Puis, ils se précipitaient sur elle, transformant le rituel en orgie collective. Les rites sexuels frankistes, par la suite, consistaient en chansons, danses extatiques, mêlant hommes et femmes. Frank s’agenouillait et fixait deux chandelles allumées à un banc de bois, enfonçait entre celles-ci un clou et brandissait la croix dans toutes les directions, s’exclamant : Forsa damus para vert, seibuml grandi asserverti (judéo-espagnol), Donne-nous la force de te voir, le grand bonheur de te servir. Les lumières étaient ensuite éteintes, les hommes et les femmes se dévêtaient et l’orgie collective commençait, la nudité devant rappeler Adam et Eve avant la chute. Frank, quant à lui, ne participait pas. Il restait au milieu, dans une contemplation mystique (…) Les frankistes étaient connus pour leurs orgies sexuelles collectives parfois violentes. Par ces comportements nihilistes, où le 9 av devenait une fête de joie, on s’échangeait les femmes, là où l’on voulait détruire tout dogme : ‘Pour que le vrai Bon Dieu apparaisse’, selon ses propres termes.’ [...]

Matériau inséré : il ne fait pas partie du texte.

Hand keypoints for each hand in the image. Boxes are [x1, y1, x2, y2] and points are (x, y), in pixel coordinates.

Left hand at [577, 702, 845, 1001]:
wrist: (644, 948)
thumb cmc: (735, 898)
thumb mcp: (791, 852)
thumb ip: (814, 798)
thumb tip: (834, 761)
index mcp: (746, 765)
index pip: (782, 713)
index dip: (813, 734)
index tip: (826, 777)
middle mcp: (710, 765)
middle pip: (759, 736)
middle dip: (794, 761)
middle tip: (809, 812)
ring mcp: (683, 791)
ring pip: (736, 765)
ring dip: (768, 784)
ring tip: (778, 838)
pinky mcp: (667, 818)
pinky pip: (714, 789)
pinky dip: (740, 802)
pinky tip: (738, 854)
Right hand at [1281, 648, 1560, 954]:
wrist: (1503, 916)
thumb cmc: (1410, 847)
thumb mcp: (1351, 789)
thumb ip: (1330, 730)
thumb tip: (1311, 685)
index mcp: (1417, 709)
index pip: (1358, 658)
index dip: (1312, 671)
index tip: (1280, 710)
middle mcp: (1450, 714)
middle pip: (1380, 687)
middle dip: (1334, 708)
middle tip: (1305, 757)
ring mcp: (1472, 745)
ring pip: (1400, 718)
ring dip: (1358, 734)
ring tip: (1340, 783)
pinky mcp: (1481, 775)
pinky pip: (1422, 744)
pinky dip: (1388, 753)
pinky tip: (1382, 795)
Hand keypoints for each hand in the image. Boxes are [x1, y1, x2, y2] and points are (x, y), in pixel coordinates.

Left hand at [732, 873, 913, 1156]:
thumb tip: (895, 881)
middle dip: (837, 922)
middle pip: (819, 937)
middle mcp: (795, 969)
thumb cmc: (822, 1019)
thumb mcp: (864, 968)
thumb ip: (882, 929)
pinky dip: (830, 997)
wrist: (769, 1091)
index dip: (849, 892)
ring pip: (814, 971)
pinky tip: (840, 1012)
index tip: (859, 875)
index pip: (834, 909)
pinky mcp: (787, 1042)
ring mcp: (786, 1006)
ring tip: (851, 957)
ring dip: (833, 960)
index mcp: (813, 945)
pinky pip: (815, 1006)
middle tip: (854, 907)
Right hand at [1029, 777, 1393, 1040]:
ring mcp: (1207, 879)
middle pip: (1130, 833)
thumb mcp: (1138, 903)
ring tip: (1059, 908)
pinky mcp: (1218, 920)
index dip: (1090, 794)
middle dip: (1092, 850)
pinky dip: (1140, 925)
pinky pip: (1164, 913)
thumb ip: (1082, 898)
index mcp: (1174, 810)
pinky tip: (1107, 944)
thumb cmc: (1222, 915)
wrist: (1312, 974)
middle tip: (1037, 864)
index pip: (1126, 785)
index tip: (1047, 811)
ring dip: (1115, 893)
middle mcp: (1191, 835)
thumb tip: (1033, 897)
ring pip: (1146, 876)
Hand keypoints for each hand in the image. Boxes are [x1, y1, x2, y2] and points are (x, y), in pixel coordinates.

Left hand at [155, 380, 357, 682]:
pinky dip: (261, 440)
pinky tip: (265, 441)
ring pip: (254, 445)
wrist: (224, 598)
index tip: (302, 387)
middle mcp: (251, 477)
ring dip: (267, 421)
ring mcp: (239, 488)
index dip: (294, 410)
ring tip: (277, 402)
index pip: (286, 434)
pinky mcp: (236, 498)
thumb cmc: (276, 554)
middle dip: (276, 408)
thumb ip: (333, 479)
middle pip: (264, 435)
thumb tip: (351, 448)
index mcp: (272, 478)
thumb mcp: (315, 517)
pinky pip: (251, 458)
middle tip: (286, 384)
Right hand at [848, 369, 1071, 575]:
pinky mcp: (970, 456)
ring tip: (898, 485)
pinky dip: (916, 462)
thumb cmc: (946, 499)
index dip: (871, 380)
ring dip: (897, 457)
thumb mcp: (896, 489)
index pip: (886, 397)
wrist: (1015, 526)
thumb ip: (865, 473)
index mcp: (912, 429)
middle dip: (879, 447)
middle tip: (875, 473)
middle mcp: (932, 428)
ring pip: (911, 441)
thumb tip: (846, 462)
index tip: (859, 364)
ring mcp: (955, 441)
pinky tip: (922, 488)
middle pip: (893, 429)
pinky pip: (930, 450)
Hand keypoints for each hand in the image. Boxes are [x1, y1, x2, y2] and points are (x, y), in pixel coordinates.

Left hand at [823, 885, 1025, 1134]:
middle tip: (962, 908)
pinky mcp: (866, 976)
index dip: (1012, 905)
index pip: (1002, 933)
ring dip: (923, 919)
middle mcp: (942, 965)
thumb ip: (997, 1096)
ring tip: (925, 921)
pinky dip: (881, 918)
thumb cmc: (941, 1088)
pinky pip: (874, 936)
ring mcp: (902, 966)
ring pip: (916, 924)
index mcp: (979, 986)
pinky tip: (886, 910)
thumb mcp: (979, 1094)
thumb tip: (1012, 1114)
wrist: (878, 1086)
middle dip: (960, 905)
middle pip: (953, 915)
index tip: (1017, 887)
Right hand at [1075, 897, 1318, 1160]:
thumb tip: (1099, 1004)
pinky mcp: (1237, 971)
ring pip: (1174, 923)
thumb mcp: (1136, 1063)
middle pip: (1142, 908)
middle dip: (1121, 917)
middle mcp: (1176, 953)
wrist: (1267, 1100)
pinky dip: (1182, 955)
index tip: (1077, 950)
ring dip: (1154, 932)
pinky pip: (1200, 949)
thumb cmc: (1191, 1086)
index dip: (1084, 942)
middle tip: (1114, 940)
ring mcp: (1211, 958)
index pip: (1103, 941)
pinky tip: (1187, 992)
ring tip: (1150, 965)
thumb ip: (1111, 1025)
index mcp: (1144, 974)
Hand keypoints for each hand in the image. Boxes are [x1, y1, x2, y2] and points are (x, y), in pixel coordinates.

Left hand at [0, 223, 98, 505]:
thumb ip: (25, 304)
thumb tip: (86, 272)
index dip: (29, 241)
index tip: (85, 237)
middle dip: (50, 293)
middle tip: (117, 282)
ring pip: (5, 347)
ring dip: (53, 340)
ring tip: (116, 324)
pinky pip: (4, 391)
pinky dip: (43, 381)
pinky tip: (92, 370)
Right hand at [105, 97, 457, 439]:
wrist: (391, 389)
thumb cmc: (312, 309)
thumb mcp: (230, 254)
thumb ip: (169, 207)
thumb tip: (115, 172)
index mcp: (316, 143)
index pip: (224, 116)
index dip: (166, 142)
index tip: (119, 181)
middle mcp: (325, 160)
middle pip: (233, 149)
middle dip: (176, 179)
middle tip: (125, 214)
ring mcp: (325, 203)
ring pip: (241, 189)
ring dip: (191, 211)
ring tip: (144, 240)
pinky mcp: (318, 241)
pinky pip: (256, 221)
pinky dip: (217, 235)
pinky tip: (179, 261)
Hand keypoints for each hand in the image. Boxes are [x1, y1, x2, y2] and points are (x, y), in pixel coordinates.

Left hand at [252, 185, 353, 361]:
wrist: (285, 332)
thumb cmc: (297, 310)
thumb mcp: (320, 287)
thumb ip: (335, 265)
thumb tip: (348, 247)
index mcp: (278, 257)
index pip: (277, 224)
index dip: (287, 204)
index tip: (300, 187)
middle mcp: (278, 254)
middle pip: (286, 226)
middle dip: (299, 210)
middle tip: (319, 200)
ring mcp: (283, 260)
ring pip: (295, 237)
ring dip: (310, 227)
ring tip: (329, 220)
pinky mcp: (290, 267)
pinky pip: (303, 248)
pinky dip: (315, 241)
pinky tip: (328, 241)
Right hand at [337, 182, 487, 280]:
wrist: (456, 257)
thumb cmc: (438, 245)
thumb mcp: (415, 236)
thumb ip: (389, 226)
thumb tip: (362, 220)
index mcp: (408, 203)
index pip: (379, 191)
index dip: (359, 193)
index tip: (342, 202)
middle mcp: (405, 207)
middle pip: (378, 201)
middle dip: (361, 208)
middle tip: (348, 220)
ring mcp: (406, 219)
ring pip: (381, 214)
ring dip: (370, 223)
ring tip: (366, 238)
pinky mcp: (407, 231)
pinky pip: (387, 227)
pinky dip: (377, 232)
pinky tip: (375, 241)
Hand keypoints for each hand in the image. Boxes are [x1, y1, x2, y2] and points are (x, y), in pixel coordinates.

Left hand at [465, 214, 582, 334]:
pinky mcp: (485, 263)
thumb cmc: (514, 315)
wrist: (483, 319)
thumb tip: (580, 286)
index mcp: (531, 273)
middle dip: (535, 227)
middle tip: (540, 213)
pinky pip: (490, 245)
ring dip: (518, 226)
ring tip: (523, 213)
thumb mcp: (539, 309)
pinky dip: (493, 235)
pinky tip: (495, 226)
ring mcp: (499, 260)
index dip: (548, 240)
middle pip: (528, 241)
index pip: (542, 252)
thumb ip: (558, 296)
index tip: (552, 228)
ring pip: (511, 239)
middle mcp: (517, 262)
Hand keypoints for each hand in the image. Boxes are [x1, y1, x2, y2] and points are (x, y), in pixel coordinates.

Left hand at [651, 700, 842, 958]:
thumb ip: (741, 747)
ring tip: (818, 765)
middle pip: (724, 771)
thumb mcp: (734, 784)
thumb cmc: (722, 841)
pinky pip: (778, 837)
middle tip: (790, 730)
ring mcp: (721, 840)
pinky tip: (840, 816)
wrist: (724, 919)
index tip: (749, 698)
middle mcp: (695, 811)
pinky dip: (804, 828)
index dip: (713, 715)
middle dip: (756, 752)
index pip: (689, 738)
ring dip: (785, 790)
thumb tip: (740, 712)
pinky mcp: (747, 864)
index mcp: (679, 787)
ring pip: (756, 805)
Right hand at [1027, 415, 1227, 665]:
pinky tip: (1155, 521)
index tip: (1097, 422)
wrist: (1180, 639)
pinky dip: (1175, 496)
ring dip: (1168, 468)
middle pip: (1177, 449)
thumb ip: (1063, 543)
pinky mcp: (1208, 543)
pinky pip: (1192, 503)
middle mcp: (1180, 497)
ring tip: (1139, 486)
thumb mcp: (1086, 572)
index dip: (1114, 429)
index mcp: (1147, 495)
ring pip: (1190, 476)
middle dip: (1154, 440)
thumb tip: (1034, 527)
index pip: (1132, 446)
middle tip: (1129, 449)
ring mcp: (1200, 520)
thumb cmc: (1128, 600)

Cette ‘religion’ possède un outil de domination quasiment indétectable, il s’agit du contrôle mental basé sur les traumatismes. L’élite dirigeante mondiale applique militairement cette science de l’esprit liée au traumatisme et à la dissociation. Ce phénomène de fractionnement de la personnalité a été découvert par les cultures antiques et pré-industrielles, mais de nos jours c’est une connaissance occulte qui sert à une élite luciférienne pour contrôler non seulement ses propres membres, sa propre descendance, mais par-dessus tout pour dominer l’humanité toute entière et établir un règne absolu. Dans un témoignage diffusé sur internet en avril 1999, Kim Campbell (Philippe-Eugène de Rothschild), un des nombreux enfants adultérins de Édouard Philippe de Rothschild, a déclaré : ‘Lorsque je regarde CNN, je n’en reviens pas de voir autant de visages familiers occuper le devant de la scène dans les domaines de la politique, des arts, de la finance, de la mode et des affaires. J’ai grandi avec ces gens-là. Je les ai croisés lors de rituels, ainsi que dans les officines du pouvoir. Financiers, artistes, têtes couronnées, et même des chefs d’états, tous sont des gens à la personnalité dissociée, qui travaillent aujourd’hui pour introduire l’humanité dans un Nouvel Ordre Mondial, où l’être humain occupe la place la plus élevée et où Dieu n’est plus qu’une abstraction secondaire. Toutes ces personnes, comme moi, avaient subi des sévices rituels sataniques qui avaient dissocié leur personnalité.’
Alexandre Lebreton, "MK Abus rituels et contrôle mental".